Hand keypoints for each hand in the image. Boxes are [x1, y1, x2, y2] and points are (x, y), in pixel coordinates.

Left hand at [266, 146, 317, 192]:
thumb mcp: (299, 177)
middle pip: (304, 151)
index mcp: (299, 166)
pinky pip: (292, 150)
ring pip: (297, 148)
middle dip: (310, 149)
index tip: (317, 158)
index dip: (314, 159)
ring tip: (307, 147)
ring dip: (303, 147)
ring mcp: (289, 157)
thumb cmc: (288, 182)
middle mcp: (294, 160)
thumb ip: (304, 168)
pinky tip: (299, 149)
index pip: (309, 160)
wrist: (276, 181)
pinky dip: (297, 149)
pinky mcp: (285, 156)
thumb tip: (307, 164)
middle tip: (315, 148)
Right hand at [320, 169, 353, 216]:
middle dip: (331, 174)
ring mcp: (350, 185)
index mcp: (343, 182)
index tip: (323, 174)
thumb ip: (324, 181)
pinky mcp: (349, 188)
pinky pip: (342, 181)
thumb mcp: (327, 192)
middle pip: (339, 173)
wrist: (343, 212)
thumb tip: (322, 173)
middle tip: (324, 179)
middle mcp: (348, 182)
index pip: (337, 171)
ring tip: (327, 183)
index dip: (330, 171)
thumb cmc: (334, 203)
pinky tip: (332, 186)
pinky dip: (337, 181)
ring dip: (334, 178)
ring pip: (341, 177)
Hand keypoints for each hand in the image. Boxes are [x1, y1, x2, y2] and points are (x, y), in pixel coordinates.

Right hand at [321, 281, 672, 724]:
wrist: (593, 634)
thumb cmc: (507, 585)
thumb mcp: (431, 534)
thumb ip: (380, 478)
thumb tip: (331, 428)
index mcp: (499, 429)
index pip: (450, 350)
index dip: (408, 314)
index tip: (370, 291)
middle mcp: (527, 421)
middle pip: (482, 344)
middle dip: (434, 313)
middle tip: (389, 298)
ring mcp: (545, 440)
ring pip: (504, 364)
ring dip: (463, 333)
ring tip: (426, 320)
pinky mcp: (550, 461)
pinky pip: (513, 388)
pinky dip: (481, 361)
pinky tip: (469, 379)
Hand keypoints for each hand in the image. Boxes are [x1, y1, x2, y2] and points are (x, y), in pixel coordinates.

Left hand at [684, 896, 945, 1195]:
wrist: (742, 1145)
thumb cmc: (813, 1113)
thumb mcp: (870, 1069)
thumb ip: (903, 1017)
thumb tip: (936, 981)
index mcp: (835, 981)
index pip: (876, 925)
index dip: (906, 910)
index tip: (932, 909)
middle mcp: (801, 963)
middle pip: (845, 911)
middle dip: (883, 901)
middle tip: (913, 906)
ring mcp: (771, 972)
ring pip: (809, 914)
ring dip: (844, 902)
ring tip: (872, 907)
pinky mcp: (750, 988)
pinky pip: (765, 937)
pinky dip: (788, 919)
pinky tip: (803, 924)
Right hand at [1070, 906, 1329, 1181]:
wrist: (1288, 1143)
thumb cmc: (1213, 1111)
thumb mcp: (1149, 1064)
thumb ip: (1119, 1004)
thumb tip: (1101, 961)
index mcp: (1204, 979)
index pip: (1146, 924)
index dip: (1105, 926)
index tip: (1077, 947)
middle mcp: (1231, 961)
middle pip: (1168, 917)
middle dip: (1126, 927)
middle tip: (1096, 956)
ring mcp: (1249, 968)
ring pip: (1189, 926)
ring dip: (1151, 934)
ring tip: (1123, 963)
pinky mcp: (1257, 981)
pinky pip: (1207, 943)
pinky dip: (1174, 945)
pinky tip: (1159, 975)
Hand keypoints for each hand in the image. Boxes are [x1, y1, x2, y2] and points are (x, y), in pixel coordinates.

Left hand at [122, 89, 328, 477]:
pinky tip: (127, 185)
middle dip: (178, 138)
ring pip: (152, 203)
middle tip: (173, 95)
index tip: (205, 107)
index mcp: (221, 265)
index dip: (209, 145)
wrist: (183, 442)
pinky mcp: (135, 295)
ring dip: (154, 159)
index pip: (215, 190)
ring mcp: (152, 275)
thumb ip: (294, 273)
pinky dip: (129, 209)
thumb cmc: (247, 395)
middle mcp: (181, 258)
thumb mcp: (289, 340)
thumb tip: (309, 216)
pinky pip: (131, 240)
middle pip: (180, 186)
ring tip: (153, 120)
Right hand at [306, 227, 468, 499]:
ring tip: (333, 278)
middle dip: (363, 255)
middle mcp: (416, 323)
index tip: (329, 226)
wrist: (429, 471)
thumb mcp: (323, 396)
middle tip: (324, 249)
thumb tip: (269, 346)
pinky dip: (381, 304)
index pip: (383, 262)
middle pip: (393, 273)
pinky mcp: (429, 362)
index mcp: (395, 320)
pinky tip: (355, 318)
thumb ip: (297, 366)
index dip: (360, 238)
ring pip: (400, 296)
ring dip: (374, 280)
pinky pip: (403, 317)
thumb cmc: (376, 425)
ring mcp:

EXERCISE DETAILS
Begin with the first line of the listing above and write out each line exactly, ending with the line that contains "index dip: (314, 159)".

ANSWER TO THIS TASK
Hand keypoints for each hand in the image. Boxes are [x1, y1, x2, y2] and points are (x, y), in pixel coordinates.

Left hand at [266, 146, 317, 192]:
thumb mcp: (299, 177)
middle pip: (304, 151)
index mcp: (299, 166)
pinky pip: (292, 150)
ring pip: (297, 148)
middle dip: (310, 149)
index tip: (317, 158)
index dip: (314, 159)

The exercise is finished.